Illustration by Emily Strawn

Review: 'The Slow Rush' delivers after five years contemplating passage of time

Album: “The Slow Rush” by Tame Impala

Release Date: Feb. 14, 2020

Run Time: 57 minutes

Label: Modular Recordings Pty Ltd./Island Records Australia 

Grade: A 

Tame Impala’s highly anticipated fourth album, “The Slow Rush,” was released this Valentine's Day and revealed a genre-bending, carefully crafted collection of hallucinatory indie-pop.

Kevin Parker is the mastermind behind the unique combination of instruments, vocals and lyrics. Parker spent just shy of five years formulating this 12-piece release and hit singles, all maintaining the theme of the passage of time. The album itself serves as a world to get lost in.

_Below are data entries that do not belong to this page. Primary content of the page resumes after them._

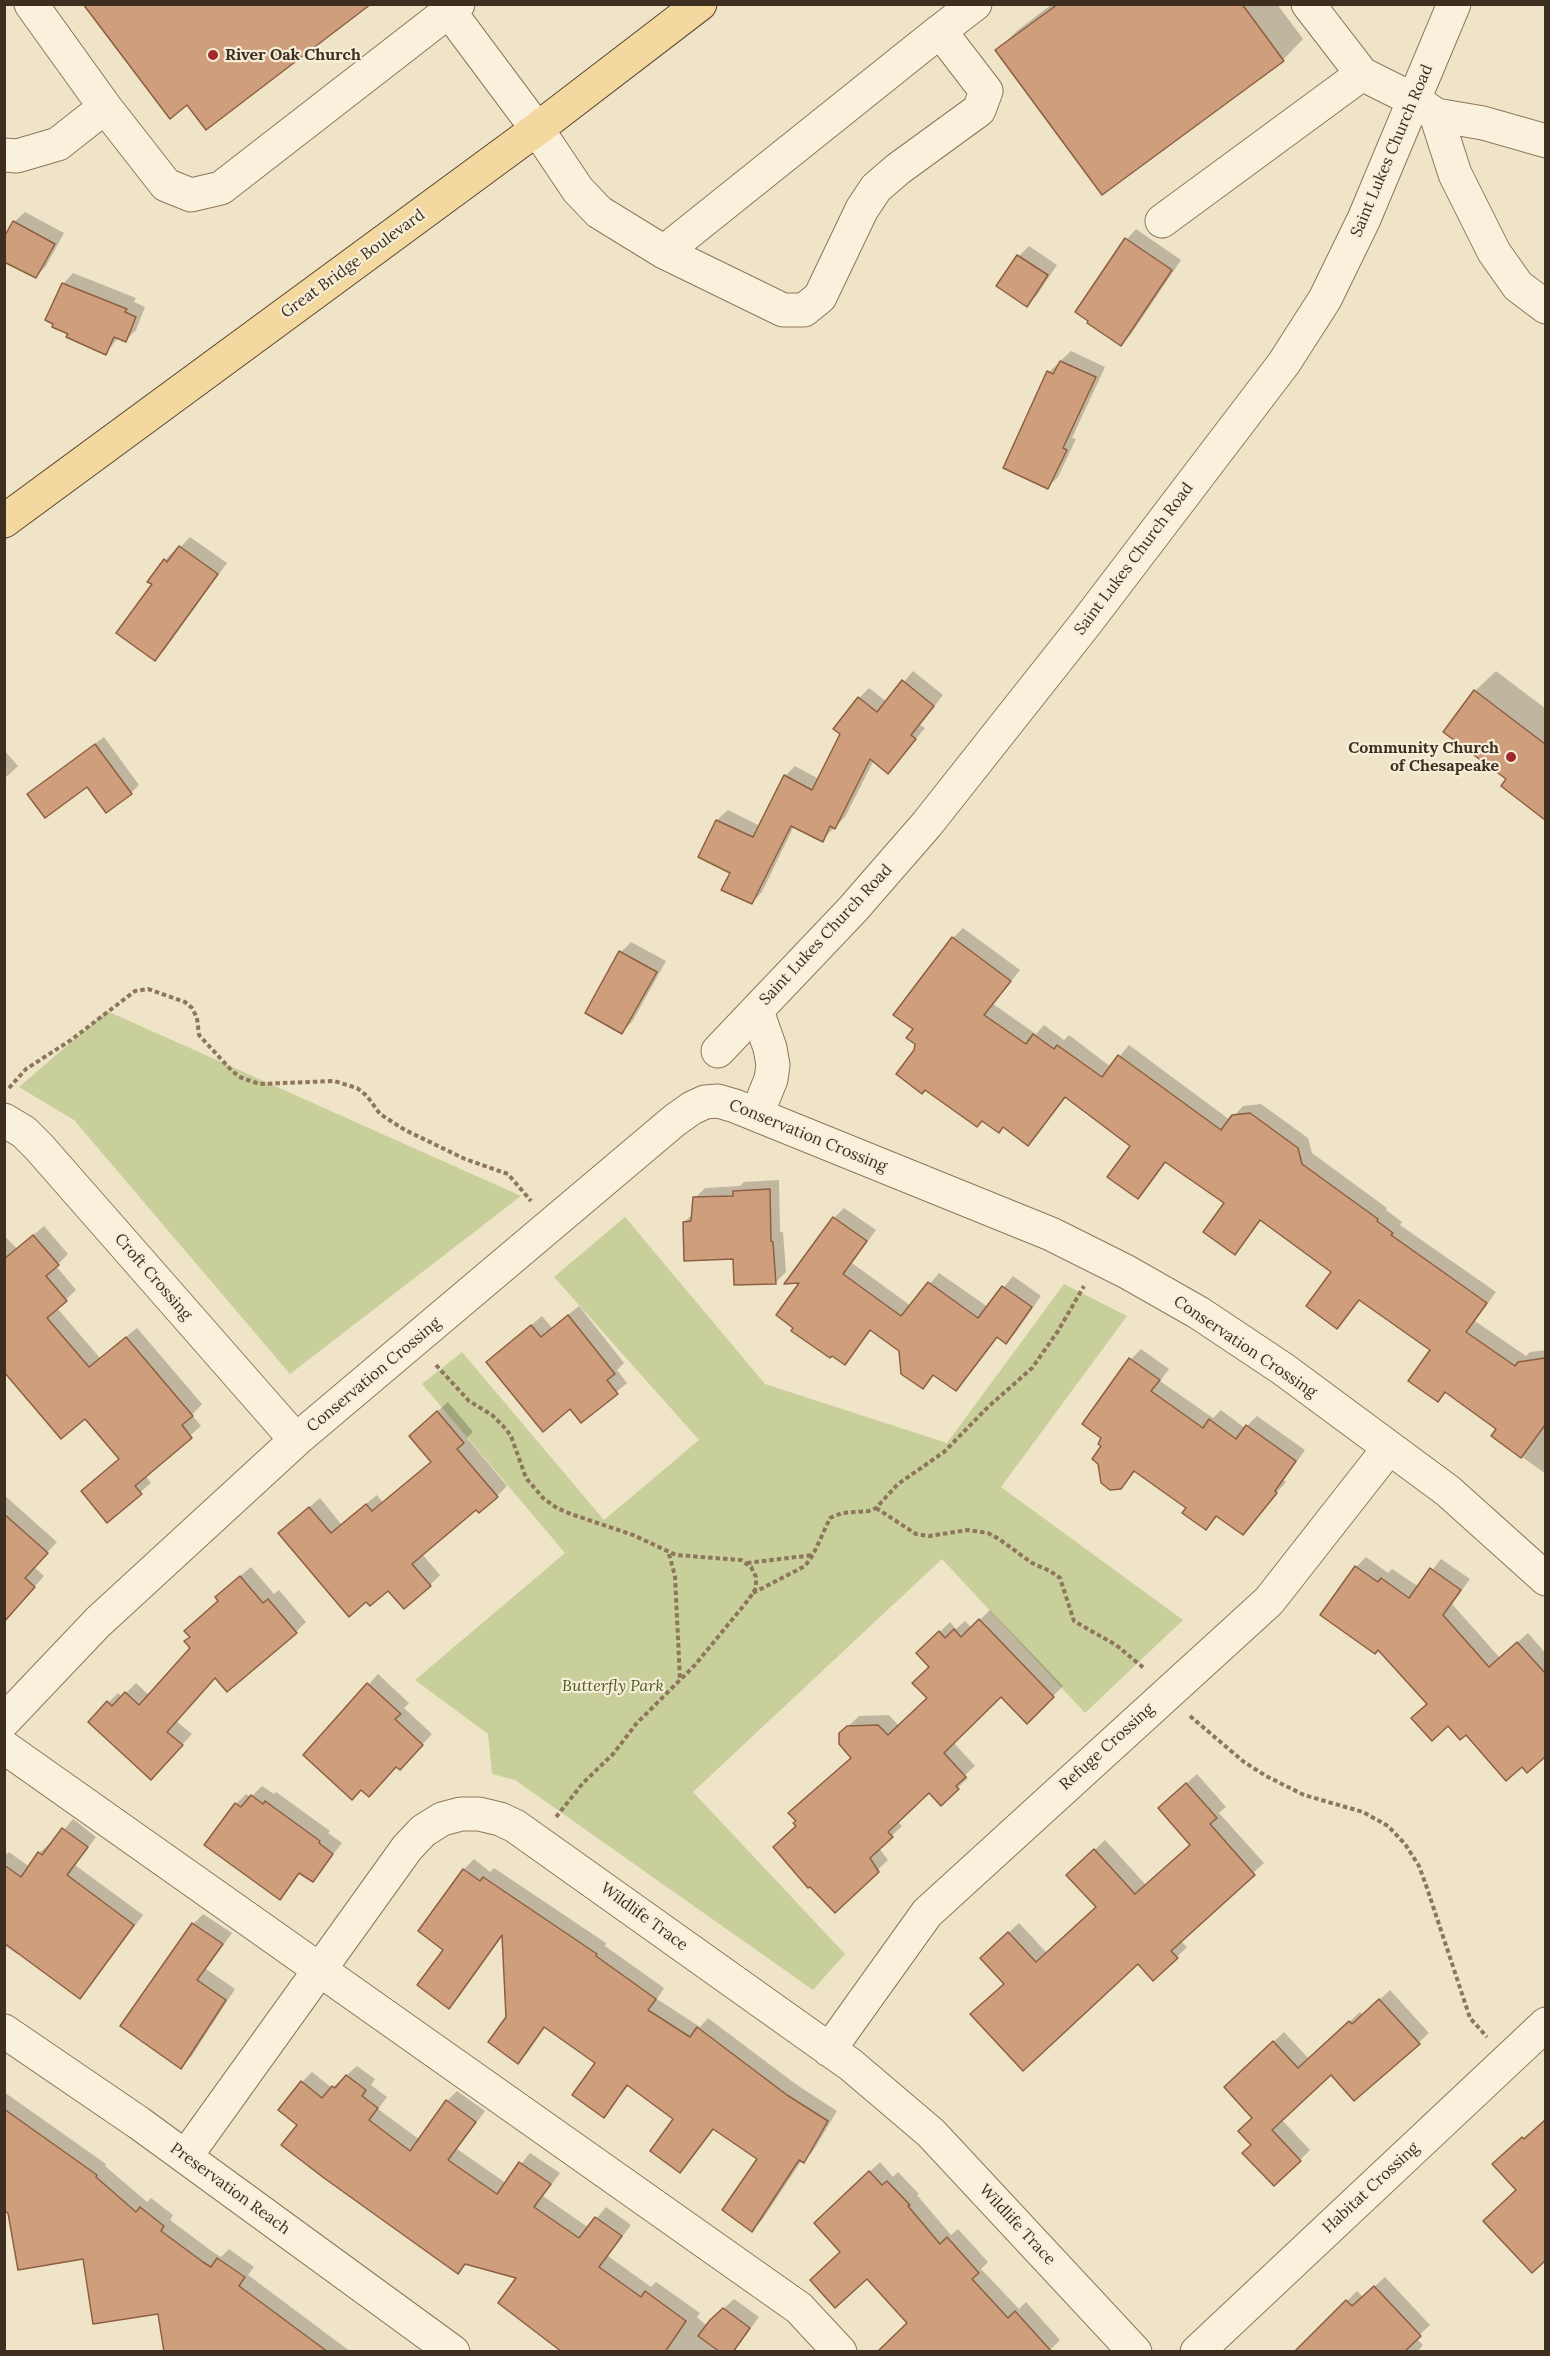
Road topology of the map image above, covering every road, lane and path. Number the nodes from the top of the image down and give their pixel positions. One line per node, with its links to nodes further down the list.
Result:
1 (31, 4): 9 (street)
2 (700, 4): 11 (main road, Great Bridge Boulevard)
3 (975, 4): 7 (street)
4 (1308, 4): 8 (street)
5 (1454, 4): 10 (street, Saint Lukes Church Road)
6 (454, 8): 9 (street); 11 (street)
7 (940, 31): 15 (street); 15 (street)
8 (1362, 74): 10 (street); 14 (street)
9 (105, 107): 13 (street)
10 (1425, 108): 12 (street); 16 (street); 18 (street, Saint Lukes Church Road)
11 (537, 129): 15 (street); 17 (main road, Great Bridge Boulevard)
12 (1545, 141)
13 (4, 155)
14 (1162, 221)
15 (664, 252)
16 (1545, 306)
17 (4, 521)
18 (757, 1011): 19 (street, Saint Lukes Church Road); 21 (street)
19 (718, 1051)
20 (4, 1095): 23 (path)
21 (758, 1114): 23 (street, Conservation Crossing); 24 (street, Conservation Crossing)
22 (4, 1120): 26 (street, Croft Crossing)
23 (549, 1226): 25 (street, Conservation Crossing)
24 (1098, 1258): 27 (street, Conservation Crossing); 28 (path)
25 (416, 1339): 26 (street, Conservation Crossing); 29 (path)
26 (296, 1440): 36 (street, Conservation Crossing)
27 (1389, 1448): 32 (street, Conservation Crossing); 35 (street, Refuge Crossing)
28 (876, 1508): 30 (path); 35 (path)
29 (668, 1553): 31 (path); 34 (path)
30 (813, 1555): 31 (path); 33 (path)
31 (746, 1563): 33 (path)
32 (1545, 1579)
33 (753, 1593): 34 (path)
34 (680, 1680): 38 (path)
35 (1167, 1693): 42 (street, Refuge Crossing); 43 (path)
36 (4, 1721)
37 (4, 1747): 39 (street)
38 (537, 1841): 39 (street, Wildlife Trace); 42 (street, Wildlife Trace)
39 (319, 1970): 44 (street, Wildlife Trace); 46 (street)
40 (1545, 2024): 43 (street, Habitat Crossing)
41 (4, 2031): 44 (street, Preservation Reach)
42 (829, 2050): 47 (street, Wildlife Trace)
43 (1507, 2060): 48 (street, Habitat Crossing)
44 (186, 2156): 45 (street, Preservation Reach)
45 (453, 2352)
46 (840, 2352)
47 (1135, 2352)
48 (1197, 2352)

The anticipated album is a melting pot of disco vibes, far-out vocal work in falsetto and a blend of soft rock inspiration from the '60s to '80s. This fusing of elements brings together audiences from across the genre spectrum in order to relate to the journey through Parker’s headspace.

"The Slow Rush" is complementary to Tame Impala's previous three albums. However, it does stray from the band's psychedelic groove, only to capitalize on fine-tuned compositions and melancholy. Parker works tediously to give each song rare components that result in music that talks. He removed the first single he released from the album, “Patience,” which marks Parker as a perfectionist.

While fans demand more powerful drum lines and infectious vocals, Parker delivered dance tunes and deep sensations. This album should meet the expectations of fans who waited five years to feel elated, even without the psych-rock. If it doesn't, it is likely because Parker outdid himself with the release of 2015’s “Currents." Though, expectations are only what you make of them, and a laudable value of Tame Impala is to break the status-quo.

The band exemplifies these values in its latest release by mastering a balance between electronics and retro instruments, such as a Roland TR-808. This release tests the status quo by revolving around the complexity of time. In a chaotic society, one must find clarity to keep moving forward and not run through life as it flashes before one's eyes. This album is brilliant simply because of the underlying thought process.

Parker was married last year, and as his times change, he brings life to the speculation of moments passing.

“I’m being swept by this notion of time passing. There’s something really intoxicating about it,” Parker told The New York Times.

Songs such as “Posthumous Forgiveness” and “One More Year” contribute to encourage compassion and moving forward. “Borderline” and “It Might Be Time” highlight the distortion of euphoria and pain in Parker's head. These feelings are what seem to keep fans running back, with lines such as “It might be time to face it / You ain't as cool as you used to be, no.”

Parker holds to psychedelic experimentation for inspiration and to avoiding never doing the same thing twice, which the song “One More Year” embodies. His most recent record is an eclipse of his career, a transcending release that only proves his talent — talent that can be recognized as a complex man with long hair, most likely wearing tie-dye.